L’autore qui cattura l’essenza della tensione tra il progresso tecnologico e il limite umano all’adattamento. Esso riflette una critica lucida al ritmo esponenziale del cambiamento, dove le opportunità i rischi coesistono in un disequilibrio crescente.
E’ evidenziato il doppio volto della tecnologia: da un lato, un motore di nuove e migliori opportunità (innovazioni che potenzialmente migliorano la vita, il lavoro e le connessioni); dall’altro, un acceleratore che supera la reale capacità di adattamento umana. Questo si inserisce in una riflessione più ampia sulla crisi educativa e sociale, con il declino della famiglia e della scuola a favore di “strada” e media, dove la tecnica non è solo uno strumento, ma il destino che ridefinisce l’esistenza.

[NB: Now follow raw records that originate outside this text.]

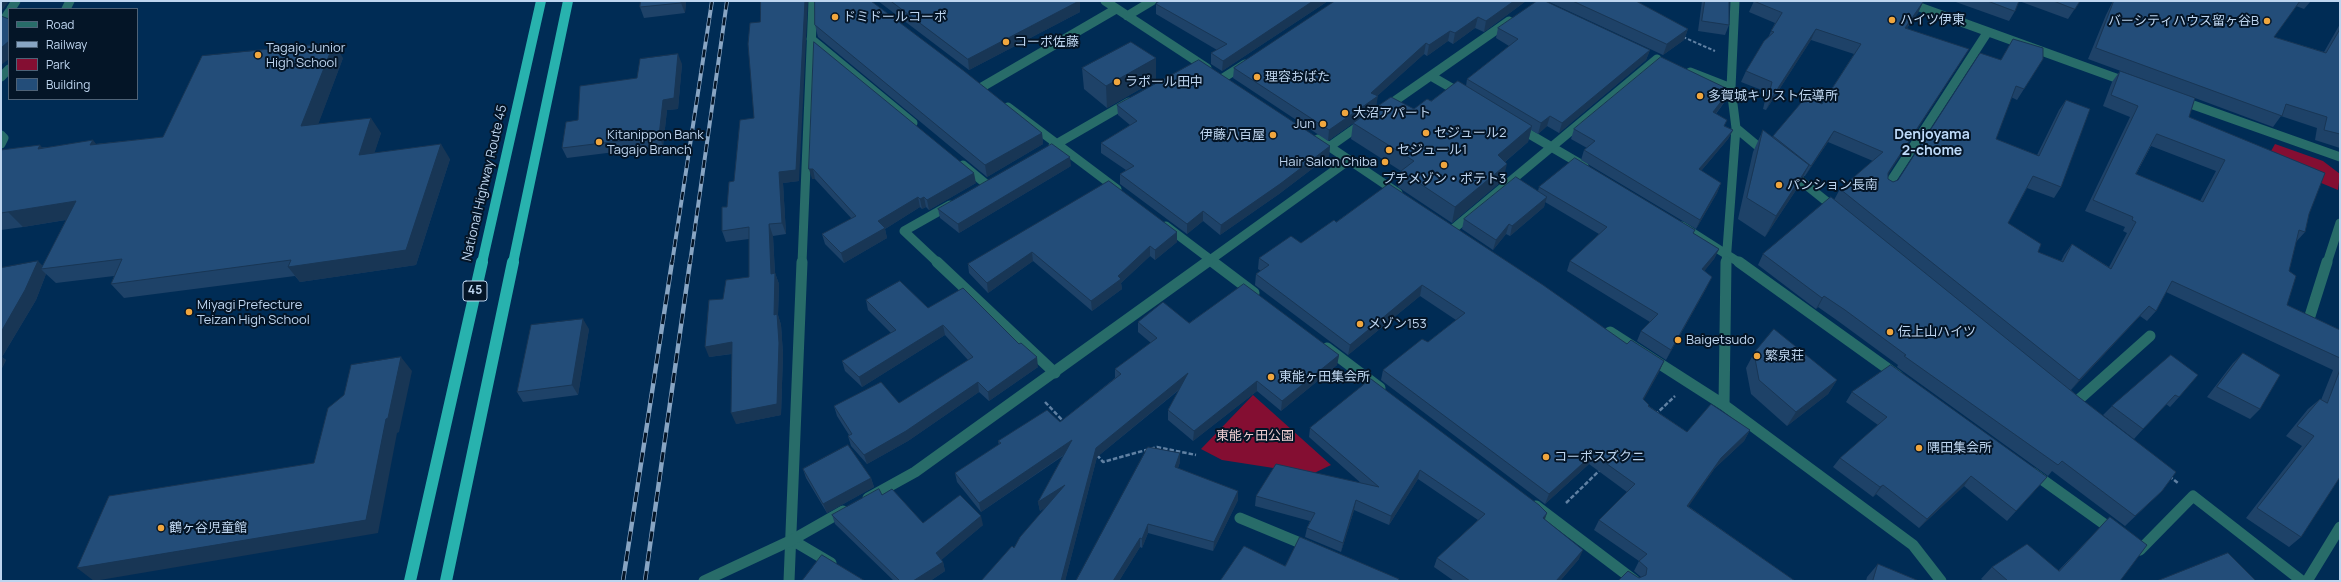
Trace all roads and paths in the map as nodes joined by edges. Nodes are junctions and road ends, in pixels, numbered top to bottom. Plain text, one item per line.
1 (541, 1) edge
2 (568, 1) edge
3 (813, 1) edge
4 (1105, 1) edge
5 (1152, 1) edge
6 (1735, 1) edge
7 (1903, 1) edge
8 (1116, 9) junction
9 (8, 14) edge
10 (1518, 15) edge
11 (1127, 16) junction
12 (1, 24) edge
13 (1677, 33) edge
14 (1987, 33) junction
15 (812, 39) junction
16 (1733, 56) junction
17 (1256, 57) edge
18 (1657, 59) edge
19 (1199, 62) junction
20 (1679, 68) edge
21 (1185, 70) edge
22 (1431, 76) junction
23 (2137, 86) edge
24 (1731, 88) junction
25 (1138, 97) edge
26 (1471, 99) edge
27 (2175, 99) edge
28 (1511, 123) edge
29 (1736, 128) junction
30 (920, 129) edge
31 (1310, 134) edge
32 (1, 135) edge
33 (1, 144) edge
34 (1057, 144) junction
35 (1329, 147) junction
36 (1552, 147) junction
37 (1044, 151) edge
38 (2340, 157) edge
39 (1773, 158) edge
40 (956, 159) edge
41 (1349, 160) junction
42 (1785, 168) edge
43 (1592, 171) edge
44 (986, 184) edge
45 (1887, 187) edge
46 (1127, 196) edge
47 (1407, 199) edge
48 (959, 200) edge
49 (1847, 218) edge
50 (1158, 220) edge
51 (1673, 220) edge
52 (2340, 223) edge
53 (1464, 238) edge
54 (1726, 253) junction
55 (1209, 259) junction
56 (1260, 297) edge
57 (2309, 319) edge
58 (1602, 327) edge
59 (2150, 336) dead end
60 (1317, 340) edge
61 (1055, 373) junction
62 (1904, 380) edge
63 (1688, 382) junction
64 (1032, 389) junction
65 (1386, 393) edge
66 (2076, 403) edge
67 (1724, 405) junction
68 (1650, 420) edge
69 (1065, 423) edge
70 (1092, 451) edge
71 (1196, 455) dead end
72 (1607, 463) edge
73 (2026, 468) edge
74 (2166, 474) edge
75 (2193, 496) junction
76 (1526, 498) edge
77 (1240, 518) dead end
78 (1551, 518) junction
79 (2340, 527) edge
80 (792, 540) junction
81 (1320, 551) edge
82 (843, 570) edge
83 (410, 581) edge
84 (446, 581) edge
85 (704, 581) edge
86 (789, 581) edge
87 (1635, 581) edge
88 (1941, 581) edge
89 (2302, 581) edge
90 (2307, 581) edge

1 - 83 highway, National Highway Route 45 / 45
2 - 84 highway, 45
3 - 15 street
4 - 8 street
5 - 11 street
6 - 16 street
7 - 14 street
8 - 11 street
8 - 34 street
9 - 12 street
10 - 22 street
11 - 19 street
13 - 16 path
14 - 23 street
14 - 45 street
15 - 30 street
15 - 80 street
16 - 24 street
17 - 19 street
18 - 36 street
19 - 21 street
20 - 24 street
22 - 26 street
22 - 35 street
24 - 29 street
25 - 34 street
27 - 38 street
28 - 36 street
29 - 39 street
29 - 54 street
31 - 35 street
32 - 33 street
34 - 37 street
34 - 46 street
35 - 41 street
36 - 43 street
36 - 53 street
40 - 44 street
41 - 47 street
41 - 55 street
42 - 49 street
48 - 61 street
50 - 55 street
51 - 54 street
52 - 57 street
54 - 62 street
54 - 67 street
55 - 56 street
55 - 61 street
58 - 63 street
59 - 66 street
60 - 65 street
61 - 64 street
63 - 67 street
63 - 68 path
64 - 69 path
64 - 80 street
67 - 88 street
70 - 71 path
72 - 78 path
73 - 75 street
74 - 75 path
75 - 89 street
76 - 78 street
77 - 81 street
78 - 87 street
79 - 90 street
80 - 82 street
80 - 85 street
80 - 86 street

La tecnologia genera opportunità e abbondanza, basti pensare alla AI, al biotech o all’automazione, che dal 2023 al 2026 hanno rivoluzionato settori come la sanità (diagnosi AI veloci) e l’istruzione (piattaforme personalizzate). Offre anche maggiore mobilità sociale, efficienza e soluzioni ai problemi globali, come clima o povertà.

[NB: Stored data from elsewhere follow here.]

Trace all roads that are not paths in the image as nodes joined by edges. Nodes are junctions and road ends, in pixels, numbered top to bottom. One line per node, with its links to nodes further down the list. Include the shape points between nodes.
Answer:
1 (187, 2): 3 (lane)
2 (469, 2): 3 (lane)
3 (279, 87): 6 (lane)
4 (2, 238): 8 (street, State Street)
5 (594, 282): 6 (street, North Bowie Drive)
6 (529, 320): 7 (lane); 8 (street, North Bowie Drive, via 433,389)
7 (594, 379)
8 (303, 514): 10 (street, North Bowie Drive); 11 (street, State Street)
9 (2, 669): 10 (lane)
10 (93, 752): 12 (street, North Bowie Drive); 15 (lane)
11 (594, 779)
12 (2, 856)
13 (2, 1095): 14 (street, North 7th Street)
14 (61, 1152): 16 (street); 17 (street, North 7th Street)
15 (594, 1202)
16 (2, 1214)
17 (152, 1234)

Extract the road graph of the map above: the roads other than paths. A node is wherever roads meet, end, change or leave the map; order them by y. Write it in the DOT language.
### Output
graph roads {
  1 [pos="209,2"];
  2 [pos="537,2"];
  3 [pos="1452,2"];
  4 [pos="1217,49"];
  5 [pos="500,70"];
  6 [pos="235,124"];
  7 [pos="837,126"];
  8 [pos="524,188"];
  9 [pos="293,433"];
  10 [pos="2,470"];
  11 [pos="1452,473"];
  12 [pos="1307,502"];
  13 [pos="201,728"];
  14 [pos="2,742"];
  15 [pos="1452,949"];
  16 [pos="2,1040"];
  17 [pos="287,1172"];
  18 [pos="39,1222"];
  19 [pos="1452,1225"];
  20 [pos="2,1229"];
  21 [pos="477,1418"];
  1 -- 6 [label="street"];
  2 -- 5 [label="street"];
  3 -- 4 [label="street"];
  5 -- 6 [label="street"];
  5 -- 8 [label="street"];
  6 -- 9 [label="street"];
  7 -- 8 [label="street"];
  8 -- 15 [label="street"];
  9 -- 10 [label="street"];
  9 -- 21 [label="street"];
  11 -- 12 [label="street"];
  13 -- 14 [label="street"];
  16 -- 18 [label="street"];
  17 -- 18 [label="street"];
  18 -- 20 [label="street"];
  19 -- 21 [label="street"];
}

Tuttavia rimane la difficoltà di adattamento, poiché il “rincorrere il cambiamento” evoca la legge di Moore (raddoppio dei transistor ogni 18-24 mesi) estesa alla società: dal 2000, il ritmo è esponenziale, ma il cervello umano evolve linearmente con una plasticità neurale limitata dopo i 25 anni. Il risultato? Uno stress cognitivo, obsolescenza delle abilità e delle competenze apprese (ad esempio un programmatore impara linguaggi nuovi ogni 2-3 anni).
Il disallineamento tra progresso tecnologico e adattamento è sempre più accelerato. L’autore non suggerisce un ottimismo ingenuo, ma un monito sulle conseguenze di un progresso che non è equo.
Dal 2020 post pandemia a oggi c’è stata una grande accelerazione tecnologica, con l’adozione di applicazioni di intelligenza artificiale che è “esplosa” (ChatGPT 2022 ha avuto 1 miliardo di utenti in 2 mesi), ma studi OCSE mostrano una “ansietà da tecnologia” nel 60% di lavoratori over 40. In Italia, il PNRR 2021-2026 punta sulla digitalizzazione, ma il 40% degli adulti manca di competenze base (ISTAT 2025), creando fratture generazionali.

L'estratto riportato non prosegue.